A favorite retreat of his wife’s is the huge master bedroom suite with his-and-her bathrooms, a combined decorating effort by Los Angeles designers Lil Chain and Suzanne Furst. Both have been active in public service projects; Chain recently worked on the restoration of the Getty House, the official residence of Los Angeles’ mayor.

Alisa Barbarino’s bathroom now has an elegant Roman feel to it. The round tub is backed by a mural depicting columns entwined with vines. The floral-painted sink is set off with faucet handles created from cut crystal to look like huge diamonds.

The house has other elegant added touches, such as in the kitchen’s eating nook, where the flower design on the glass table was custom-done to match the upholstery on the chairs.

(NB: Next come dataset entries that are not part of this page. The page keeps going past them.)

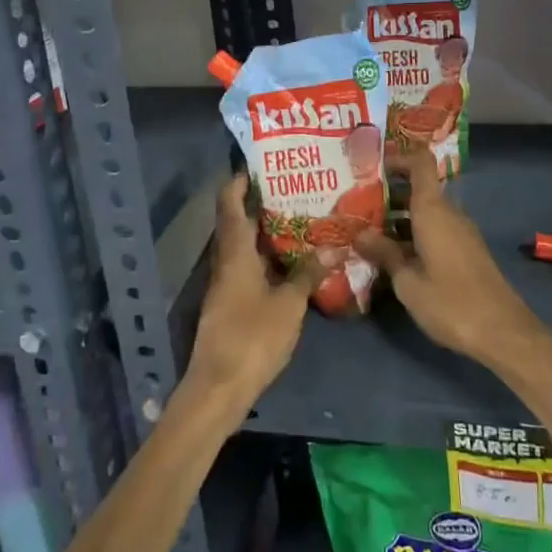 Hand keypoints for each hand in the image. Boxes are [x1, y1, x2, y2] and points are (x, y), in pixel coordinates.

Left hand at [184, 175, 318, 412]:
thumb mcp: (288, 304)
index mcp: (234, 253)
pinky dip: (265, 257)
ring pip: (243, 247)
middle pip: (236, 222)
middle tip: (292, 188)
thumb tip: (332, 248)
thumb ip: (308, 274)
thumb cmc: (252, 337)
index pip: (229, 204)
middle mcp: (225, 262)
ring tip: (298, 218)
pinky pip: (247, 268)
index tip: (259, 164)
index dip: (239, 181)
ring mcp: (225, 284)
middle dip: (259, 204)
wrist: (219, 387)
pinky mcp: (230, 304)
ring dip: (264, 232)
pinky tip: (290, 261)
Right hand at [356, 147, 551, 369]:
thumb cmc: (450, 303)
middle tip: (357, 202)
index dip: (399, 156)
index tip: (373, 164)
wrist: (503, 332)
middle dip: (389, 191)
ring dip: (400, 215)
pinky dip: (414, 231)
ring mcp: (461, 232)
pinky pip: (436, 228)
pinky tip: (394, 253)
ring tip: (368, 229)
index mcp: (433, 210)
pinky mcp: (466, 251)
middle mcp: (449, 213)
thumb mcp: (408, 282)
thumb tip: (359, 233)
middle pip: (420, 187)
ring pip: (427, 210)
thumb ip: (383, 253)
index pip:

Alisa Barbarino likes the work the designers have done. “They had the best ideas,” she said. “Everything looks phenomenal.”

BE THERE

Home Show--The Wellness Community-Valley/Ventura is displaying its 1997 Design Showcase House in Westlake Village through Oct. 12. Hours are Wednesday, Thursday, 10 a.m.-5 p.m.; Friday, 10 a.m.-8 p.m.; Saturday, 10 a.m.-6 p.m.; Sunday, noon-6 p.m. Access to the house is available by shuttle only from the Pavilions and Ralph’s Shopping Centers, Kanan and Lindero Canyon roads in Westlake Village. (805) 777-1016.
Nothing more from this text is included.